#### Records provided

►

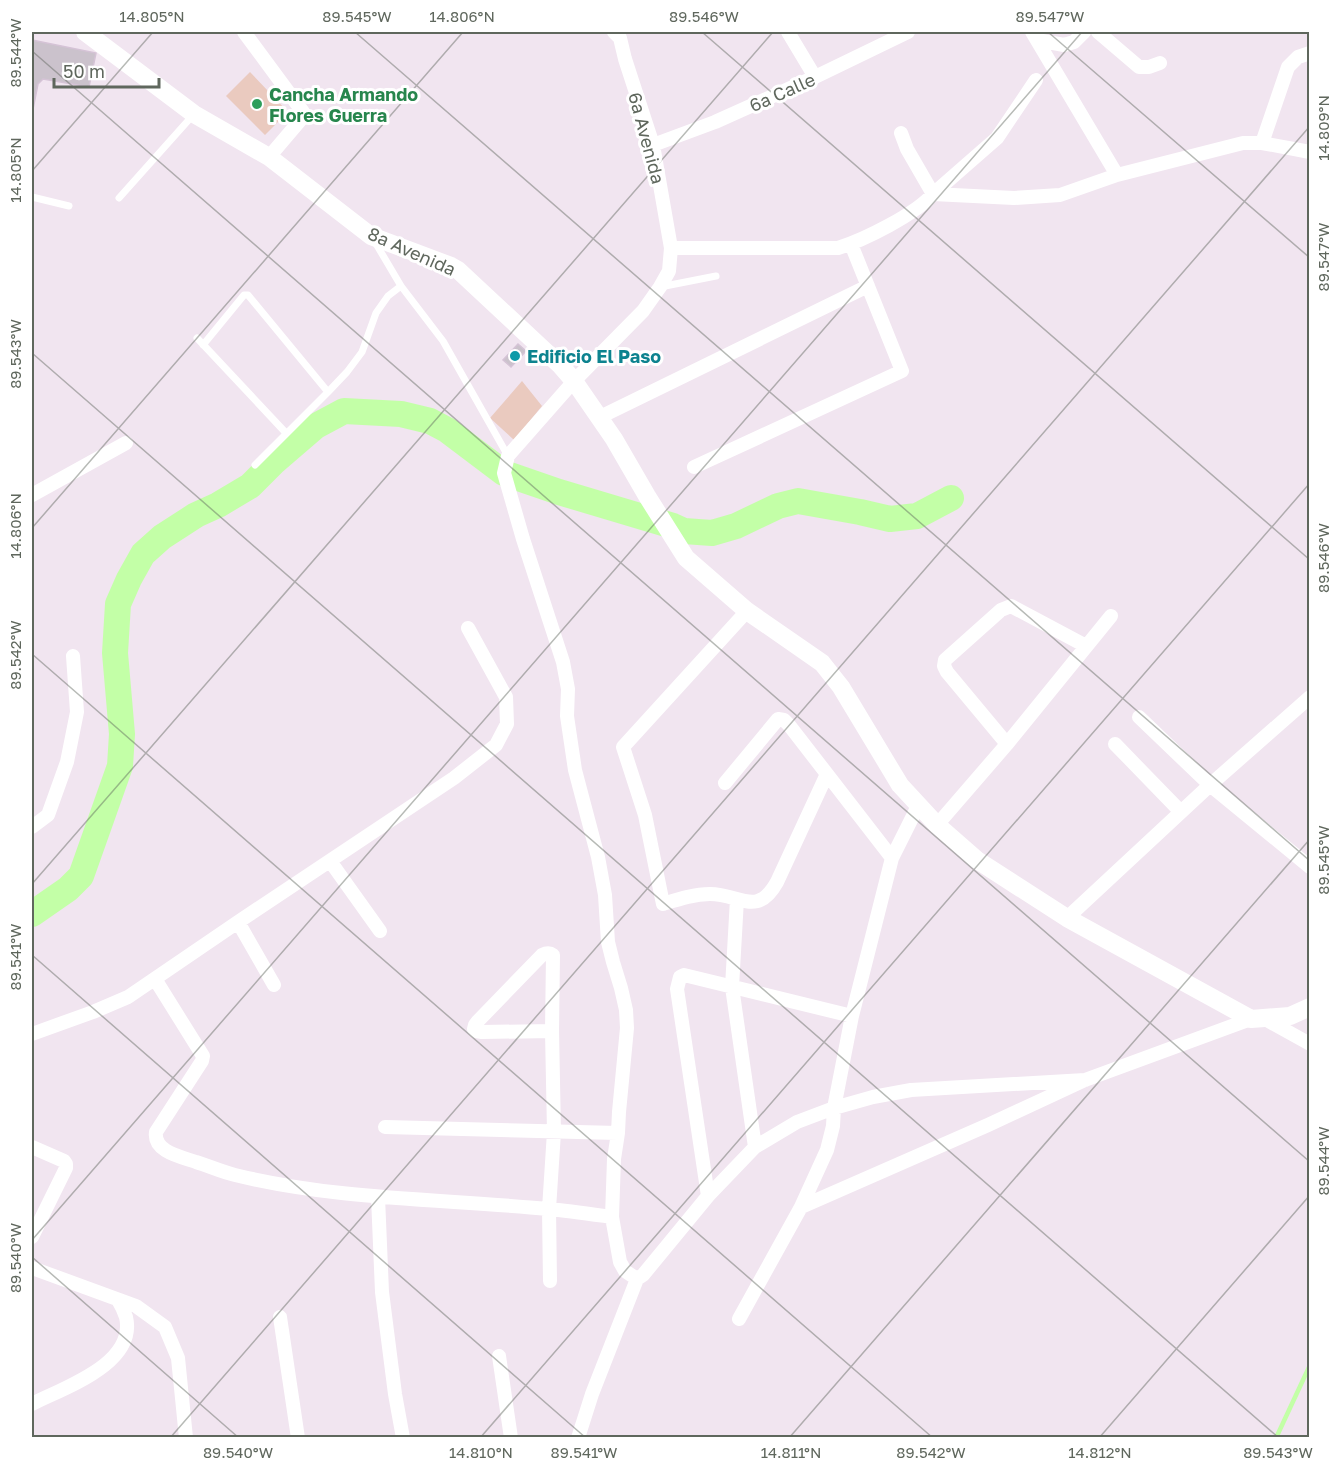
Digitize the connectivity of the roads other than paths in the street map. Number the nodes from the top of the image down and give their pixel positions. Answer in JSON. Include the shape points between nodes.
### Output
{"nodes":[{"id":1,"x":85,"y":32,"type":"edge"},
{"id":2,"x":244,"y":32,"type":"edge"},
{"id":3,"x":788,"y":32,"type":"edge"},
{"id":4,"x":908,"y":32,"type":"edge"},
{"id":5,"x":1084,"y":32,"type":"edge"},
{"id":6,"x":1098,"y":32,"type":"edge"},
{"id":7,"x":618,"y":34,"type":"edge"},
{"id":8,"x":1035,"y":36,"type":"edge"},
{"id":9,"x":1063,"y":38,"type":"edge"},
{"id":10,"x":1310,"y":53,"type":"edge"},
{"id":11,"x":1160,"y":63,"type":"dead end"},
{"id":12,"x":815,"y":77,"type":"junction"},
{"id":13,"x":1036,"y":80,"type":"dead end"},
{"id":14,"x":194,"y":114,"type":"junction"},
{"id":15,"x":901,"y":133,"type":"dead end"},
{"id":16,"x":1262,"y":143,"type":"junction"},
{"id":17,"x":653,"y":145,"type":"junction"},
{"id":18,"x":1310,"y":152,"type":"edge"},
{"id":19,"x":269,"y":157,"type":"junction"},
{"id":20,"x":1117,"y":175,"type":"junction"},
{"id":21,"x":933,"y":194,"type":"junction"},
{"id":22,"x":32,"y":197,"type":"edge"},
{"id":23,"x":119,"y":198,"type":"dead end"},
{"id":24,"x":69,"y":206,"type":"dead end"},
{"id":25,"x":371,"y":236,"type":"junction"},
{"id":26,"x":851,"y":244,"type":"junction"},
{"id":27,"x":670,"y":248,"type":"junction"},
{"id":28,"x":716,"y":276,"type":"dead end"},
{"id":29,"x":401,"y":286,"type":"junction"},
{"id":30,"x":868,"y":286,"type":"junction"},
{"id":31,"x":660,"y":287,"type":"junction"},
{"id":32,"x":197,"y":338,"type":"dead end"},
{"id":33,"x":203,"y":345,"type":"junction"},
{"id":34,"x":574,"y":381,"type":"junction"},
{"id":35,"x":328,"y":392,"type":"junction"},
{"id":36,"x":598,"y":418,"type":"junction"},
{"id":37,"x":286,"y":433,"type":"junction"},
{"id":38,"x":126,"y":443,"type":"dead end"},
{"id":39,"x":508,"y":456,"type":"junction"},
{"id":40,"x":255,"y":465,"type":"dead end"},
{"id":41,"x":694,"y":467,"type":"dead end"},
{"id":42,"x":32,"y":495,"type":"edge"},
{"id":43,"x":747,"y":611,"type":"junction"},
{"id":44,"x":1111,"y":616,"type":"dead end"},
{"id":45,"x":468,"y":628,"type":"dead end"},
{"id":46,"x":1086,"y":646,"type":"junction"},
{"id":47,"x":73,"y":656,"type":"dead end"},
{"id":48,"x":1310,"y":698,"type":"edge"},
{"id":49,"x":1139,"y":717,"type":"dead end"},
{"id":50,"x":1007,"y":744,"type":"junction"},
{"id":51,"x":1115,"y":744,"type":"dead end"},
{"id":52,"x":827,"y":774,"type":"junction"},
{"id":53,"x":725,"y":783,"type":"dead end"},
{"id":54,"x":1210,"y":785,"type":"junction"},
{"id":55,"x":918,"y":806,"type":"junction"},
{"id":56,"x":1181,"y":812,"type":"junction"},
{"id":57,"x":936,"y":825,"type":"junction"},
{"id":58,"x":32,"y":827,"type":"edge"},
{"id":59,"x":892,"y":858,"type":"junction"},
{"id":60,"x":330,"y":861,"type":"junction"},
{"id":61,"x":1310,"y":867,"type":"edge"},
{"id":62,"x":737,"y":899,"type":"junction"},
{"id":63,"x":1067,"y":918,"type":"junction"},
{"id":64,"x":238,"y":922,"type":"junction"},
{"id":65,"x":380,"y":931,"type":"dead end"},
{"id":66,"x":155,"y":979,"type":"junction"},
{"id":67,"x":274,"y":985,"type":"dead end"},
{"id":68,"x":732,"y":987,"type":"junction"},
{"id":69,"x":1310,"y":1007,"type":"edge"},
{"id":70,"x":852,"y":1016,"type":"junction"},
{"id":71,"x":1258,"y":1019,"type":"junction"},
{"id":72,"x":552,"y":1031,"type":"junction"},
{"id":73,"x":32,"y":1034,"type":"edge"},
{"id":74,"x":1310,"y":1044,"type":"edge"},
{"id":75,"x":1085,"y":1080,"type":"junction"},
{"id":76,"x":834,"y":1108,"type":"junction"},
{"id":77,"x":385,"y":1127,"type":"dead end"},
{"id":78,"x":554,"y":1132,"type":"junction"},
{"id":79,"x":618,"y":1133,"type":"junction"},
{"id":80,"x":32,"y":1147,"type":"edge"},
{"id":81,"x":755,"y":1147,"type":"junction"},
{"id":82,"x":708,"y":1196,"type":"junction"},
{"id":83,"x":378,"y":1197,"type":"junction"},
{"id":84,"x":801,"y":1208,"type":"junction"},
{"id":85,"x":549,"y":1209,"type":"junction"},
{"id":86,"x":612,"y":1217,"type":"junction"},
{"id":87,"x":32,"y":1237,"type":"edge"},
{"id":88,"x":32,"y":1268,"type":"edge"},
{"id":89,"x":637,"y":1279,"type":"junction"},
{"id":90,"x":550,"y":1281,"type":"dead end"},
{"id":91,"x":118,"y":1299,"type":"junction"},
{"id":92,"x":280,"y":1317,"type":"dead end"},
{"id":93,"x":739,"y":1319,"type":"dead end"},
{"id":94,"x":499,"y":1356,"type":"dead end"},
{"id":95,"x":32,"y":1404,"type":"edge"},
{"id":96,"x":186,"y":1437,"type":"edge"},
{"id":97,"x":298,"y":1437,"type":"edge"},
{"id":98,"x":403,"y":1437,"type":"edge"},
{"id":99,"x":511,"y":1437,"type":"edge"},
{"id":100,"x":578,"y":1437,"type":"edge"}],
"edges":[{"from":1,"to":14,"type":"street","name":"8a Avenida"},
{"from":2,"to":19,"type":"street","via":[[303,112],[303,117]]},
{"from":3,"to":12,"type":"street"},
{"from":4,"to":12,"type":"street","name":"6a Calle"},
{"from":5,"to":9,"type":"street","via":[[1074,42]]},
{"from":6,"to":11,"type":"street","via":[[1139,67]]},
{"from":7,"to":17,"type":"street","name":"6a Avenida"},
{"from":8,"to":9,"type":"street"},
{"from":8,"to":20,"type":"street"},
{"from":10,"to":16,"type":"street","via":[[1298,57],[1288,67]]},
{"from":12,"to":17,"type":"street","name":"6a Calle"},
{"from":13,"to":21,"type":"street","via":[[997,138]]},
{"from":14,"to":19,"type":"street","name":"8a Avenida"},
{"from":14,"to":23,"type":"lane"},
{"from":15,"to":21,"type":"street"},
{"from":16,"to":18,"type":"street"},
{"from":16,"to":20,"type":"street","via":[[1243,143]]},
{"from":17,"to":27,"type":"street","name":"6a Avenida"},
{"from":19,"to":25,"type":"street","name":"8a Avenida"},
{"from":20,"to":21,"type":"street","via":[[1060,195],[1014,198]]},
{"from":21,"to":26,"type":"street","via":[[925,203]]},
{"from":22,"to":24,"type":"lane"},
{"from":25,"to":29,"type":"lane"},
{"from":25,"to":34,"type":"street","name":"8a Avenida","via":[[458,270]]},
{"from":26,"to":27,"type":"street","via":[[838,248]]},
{"from":26,"to":30,"type":"street"},
{"from":27,"to":31,"type":"street","name":"6a Avenida","via":[[669,271]]},
{"from":28,"to":31,"type":"lane"},
{"from":29,"to":35,"type":"lane","via":[[376,313],[362,352]]},
{"from":29,"to":39,"type":"lane","via":[[443,341]]},
{"from":30,"to":36,"type":"street"},
{"from":30,"to":41,"type":"street","via":[[902,371]]},
{"from":31,"to":34,"type":"street","name":"6a Avenida","via":[[643,311]]},
{"from":32,"to":33,"type":"lane"},
{"from":33,"to":35,"type":"lane","via":[[248,295]]},
{"from":33,"to":37,"type":"lane"},
{"from":34,"to":36,"type":"street","name":"8a Avenida"},
{"from":34,"to":39,"type":"street","name":"6a Avenida"},
{"from":35,"to":37,"type":"lane"},
{"from":36,"to":43,"type":"street","name":"8a Avenida","via":[[686,558]]},
{"from":37,"to":40,"type":"lane"},
{"from":38,"to":42,"type":"street"},
{"from":39,"to":79,"type":"street","via":[[504,473],[563,662],[575,770],[598,857],[608,942],[626,1010]]},
{"from":43,"to":55,"type":"street","name":"8a Avenida","via":[[822,663],[841,687],[900,785]]},
{"from":43,"to":62,"type":"street","via":[[623,747],[645,815],[663,904],[692,895]]},
{"from":44,"to":46,"type":"street"},
{"from":45,"to":60,"type":"street","via":[[506,697],[507,724],[496,746]]},
{"from":46,"to":50,"type":"street"},
{"from":46,"to":50,"type":"street","via":[[1011,606],[1001,610],[945,660],[946,672]]},
{"from":47,"to":58,"type":"street","via":[[77,711],[67,762],[48,815]]},
{"from":48,"to":54,"type":"street"},
{"from":49,"to":54,"type":"street"},
{"from":50,"to":57,"type":"street"},
{"from":51,"to":56,"type":"street"},
{"from":52,"to":53,"type":"street","via":[[789,725],[778,718]]},
{"from":52,"to":59,"type":"street"},
{"from":52,"to":62,"type":"street","via":[[773,890],[756,902]]},
{"from":54,"to":56,"type":"street"},
{"from":54,"to":61,"type":"street"},
{"from":55,"to":57,"type":"street","name":"8a Avenida"},
{"from":55,"to":59,"type":"street"},
{"from":56,"to":63,"type":"street"},
{"from":57,"to":63,"type":"street","name":"8a Avenida","via":[[978,860]]},
{"from":59,"to":70,"type":"street"},
{"from":60,"to":64,"type":"street"},
{"from":60,"to":65,"type":"street"},
{"from":62,"to":68,"type":"street"},
{"from":63,"to":71,"type":"street","name":"8a Avenida"},
{"from":64,"to":66,"type":"street"},
{"from":64,"to":67,"type":"street"},
{"from":66,"to":73,"type":"street","via":[[128,997]]},
{"from":66,"to":83,"type":"street","via":[[202,1056],[156,1132],[162,1147],[234,1175],[299,1188]]},
{"from":68,"to":70,"type":"street"},
{"from":68,"to":81,"type":"street"},
{"from":68,"to":82,"type":"street","via":[[684,975],[677,989]]},
{"from":69,"to":71,"type":"street","via":[[1290,1016]]},
{"from":70,"to":76,"type":"street"},
{"from":71,"to":74,"type":"street"},
{"from":71,"to":75,"type":"street"},
{"from":72,"to":72,"type":"street","via":[[474,1029],[547,953],[553,955]]},
{"from":72,"to":78,"type":"street"},
{"from":75,"to":76,"type":"street","via":[[911,1090]]},
{"from":75,"to":84,"type":"street"},
{"from":76,"to":81,"type":"street","via":[[797,1122]]},
{"from":76,"to":84,"type":"street","via":[[827,1150]]},
{"from":77,"to":78,"type":"street"},
{"from":78,"to":79,"type":"street"},
{"from":78,"to":85,"type":"street"},
{"from":79,"to":86,"type":"street"},
{"from":80,"to":87,"type":"street","via":[[64,1161],[66,1168]]},
{"from":81,"to":82,"type":"street"},
{"from":82,"to":89,"type":"street"},
{"from":83,"to":85,"type":"street"},
{"from":83,"to":98,"type":"street","via":[[382,1292]]},
{"from":84,"to":93,"type":"street"},
{"from":85,"to":86,"type":"street"},
{"from":85,"to":90,"type":"street"},
{"from":86,"to":89,"type":"street","via":[[620,1262]]},
{"from":88,"to":91,"type":"street"},
{"from":89,"to":100,"type":"street"},
{"from":91,"to":95,"type":"street","via":[[126,1318],[126,1337],[117,1353],[97,1372]]},
{"from":91,"to":96,"type":"street","via":[[136,1306],[165,1328],[178,1358]]},
{"from":92,"to":97,"type":"street"},
{"from":94,"to":99,"type":"street"}]}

◄

#### Work instruction
State how many lines of the records above contain "lane", with no words besides the number.

#### Output for this exercise
11